What many of us wouldn't give now to have just one week of risk-free in-person meetings with students! We certainly wouldn't waste that time, if we had it, on lecturing. In fact, those high-minded (and poorly reasoned) "in defense of the college lecture" essays that usually pop up every 3 months or so have, strangely, fallen silent since March. Students sense this too, as many will simply opt out of school this year — to the ruin of many colleges — if all they get for their tuition is a talking head.

Faculty are wondering how best to use the time that they have with students — even if it's "just" synchronous online meetings or asynchronous discussion board interactions. Flipped learning provides a way to optimize that time. As I detailed here (and put into practice here), whereas traditional class structures focus class time on the lower third of Bloom's Taxonomy (the important but low-complexity Remember and Understand tasks) and leaves the middle and upper thirds to the students' devices, flipped learning places the emphasis on the middle third of Bloom — Apply and Analyze tasks, which make up the critical bottleneck where the learning stakes are highest. It puts the responsibility for basic tasks in the students' space and focuses all of the limited, precious time we have together on the tasks that matter the most.

Second: Flipped learning not only is predicated on student responsibility and self-regulation, it gives practice and training in these areas. A corollary to the above is that in flipped learning students are the "owners" of learning in the lower third of Bloom. They are the ones responsible for making the first move. One of the most common criticisms of online learning is that it requires a level of personal responsibility and self-regulation that many students simply don't have in sufficient quantities. It's a valid point, but it's not an immutable fact. Personal responsibility and self-regulation is something that we as instructors need install in our students — it's part of the job of teaching, like it or not. And so it behooves us to work on it through our teaching. Flipped learning provides a way to do this in a consistent, structured process. In a flipped learning environment, students are getting practice each day with engaging with new ideas in their independent spaces, teaching themselves what they need to know to be productive in the group space — even if that learning is flawed and incomplete.

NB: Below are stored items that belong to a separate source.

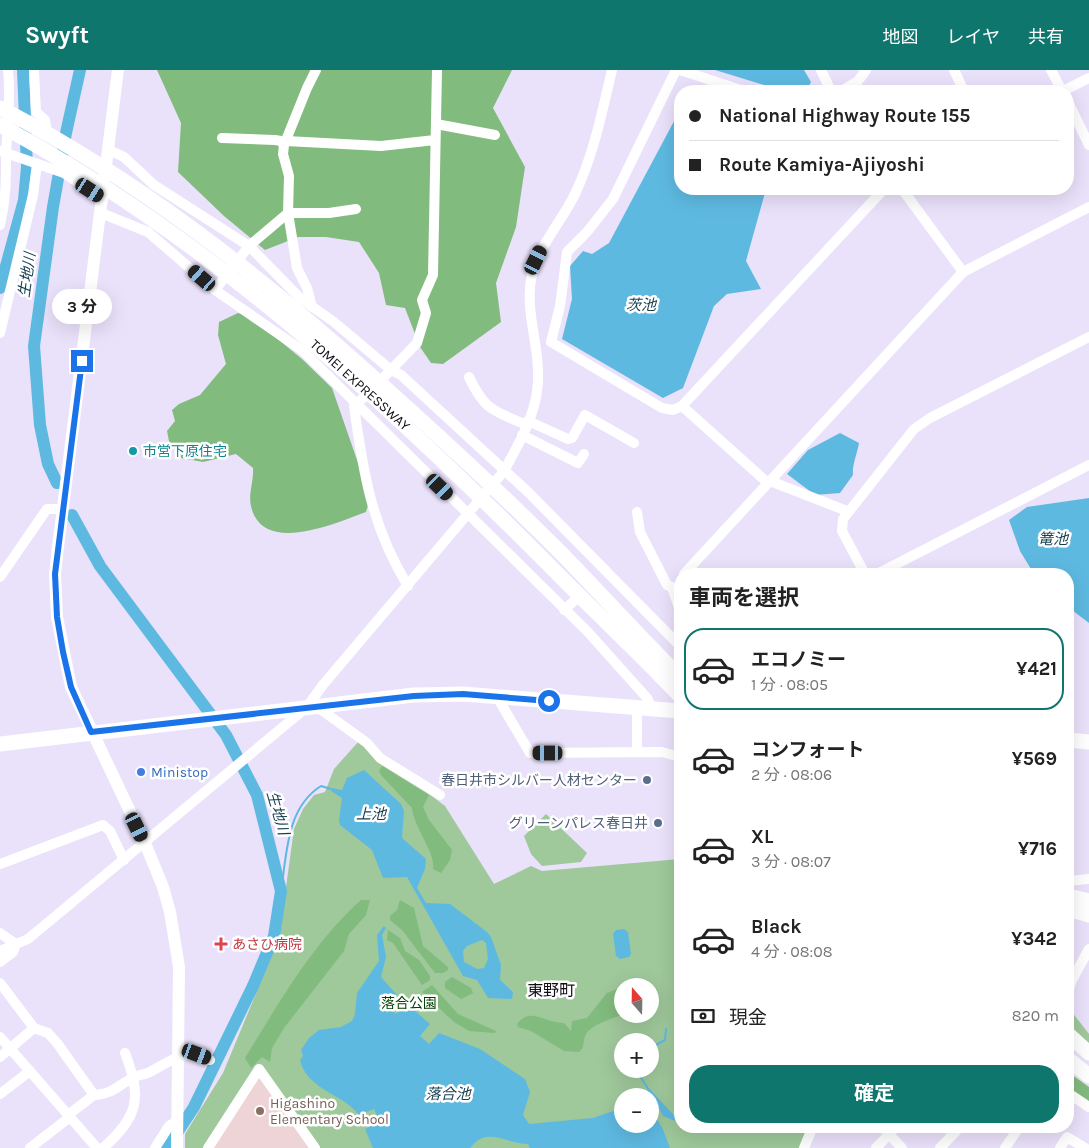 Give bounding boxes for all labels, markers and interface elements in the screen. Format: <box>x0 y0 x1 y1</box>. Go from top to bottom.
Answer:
text: Swyft <box>25 21 89 49</box>
text: 地図 <box>883 26 919 48</box>
text: レイヤ <box>947 26 1000 48</box>
text: 共有 <box>1028 26 1064 48</box>
text: National Highway Route 155 <box>719 105 970 127</box>
text: Route Kamiya-Ajiyoshi <box>719 154 925 176</box>
car <box>73 176 106 204</box>
car <box>522 243 549 277</box>
water label: 生地川 <box>15 249 39 299</box>
car <box>185 262 218 294</box>
callout: 3 分 <box>52 288 112 324</box>
water label: 茨池 <box>626 296 658 314</box>
text: 3 分 <box>67 297 97 316</box>
street label: TOMEI EXPRESSWAY <box>307 336 414 434</box>
route end <box>71 350 93 372</box>
place label: 市営下原住宅 <box>143 443 227 460</box>
marker: 市営下原住宅 <box>127 445 139 457</box>
car <box>423 471 456 503</box>
water label: 篭池 <box>1038 530 1070 548</box>
text: 車両を選択 <box>689 585 799 611</box>
icon: car <box>691 647 736 692</box>
text: エコノミー <box>751 649 846 671</box>
text: ¥421 <box>1016 658 1057 680</box>
text: 1 分 · 08:05 <box>751 675 828 694</box>
route start <box>538 690 560 712</box>
icon: car <box>691 737 736 782</box>
text: コンフォート <box>751 739 864 761</box>
car <box>533 746 563 761</box>
text: ¥569 <box>1012 748 1057 770</box>
place label: Ministop <box>151 764 208 781</box>
text: 2 分 · 08:06 <box>751 765 832 784</box>
marker: Ministop <box>135 766 147 778</box>
place label: 春日井市シルバー人材センター <box>441 772 637 789</box>
marker: 春日井市シルバー人材センター <box>641 774 653 786</box>
water label: 生地川 <box>263 789 293 839</box>
water label: 上池 <box>356 805 388 823</box>
car <box>123 810 150 844</box>
place label: グリーンパレス春日井 <box>509 815 648 832</box>
marker: グリーンパレス春日井 <box>652 817 664 829</box>
text: XL <box>751 826 773 848</box>
icon: car <box>691 827 736 872</box>
text: ¥716 <box>1018 838 1057 860</box>
text: 3 分 · 08:07 <box>751 852 831 871</box>
text: Black <box>751 916 802 938</box>
icon: car <box>691 917 736 962</box>
text: ¥342 <box>1011 928 1057 950</box>
place label: あさひ病院 <box>232 936 302 953</box>
marker: あさひ病院 <box>214 937 228 951</box>
text: 4 分 · 08:08 <box>751 942 833 961</box>
north arrow <box>614 978 659 1022</box>
map controls <box>614 978 659 1133</box>
district label: 東野町 <box>527 981 575 1000</box>
park label: 落合公園 <box>381 995 437 1012</box>
icon: cash <box>689 1002 717 1030</box>
text: 820 m <box>1012 1006 1059 1025</box>
text: 現金 <box>729 1007 767 1029</box>
button: + <box>614 1033 659 1078</box>
car <box>180 1042 213 1066</box>
button: 確定 <box>689 1065 1059 1123</box>
water label: 落合池 <box>425 1085 472 1103</box>
button: − <box>614 1088 659 1133</box>
place label: Higashino Elementary School <box>270 1095 389 1128</box>
marker: Higashino Elementary School <box>254 1105 266 1117</box>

It provides just the structure and feedback needed to learn how to be individually responsible and self-regulating. Flipped learning does not just hang a rope from the ceiling and tell students to climb up it.

Third: Flipped learning environments are structured yet flexible, which makes them well suited for our current situation. Finally, speaking of structure, I've mentioned before that structure is key to an effective online learning environment, especially for the most vulnerable students. At the same time, too much structure can make a course brittle, prone to breaking when things don't go according to plan — and what has gone according to plan in the last five months? Flipped learning provides a balance between structure and flexibility that I think is appealing for anyone teaching online. In the excellent Four Pillars of FLIP framework, the "F" stands for flexible environment which refers to flexibility in pedagogy, physical environment, and instructor expectations; while the "I" stands for intentional content which speaks to the structure of the learning environment. This framework and flipped learning design frameworks are keyed toward a structured approach to planning and execution that still leaves plenty of room for student exploration.


As more faculty rediscover what flipped learning has to offer in these times, it makes me think that all of these models — flipped, hybrid, online, blended, hyflex, etc. —  are really just different expressions of the same overall pedagogical idea: A pedagogy that optimizes for active learning at the most crucial moments, prioritizes and codifies student self-regulation, and balances structure with flexibility. That's a powerful combination that all students deserve.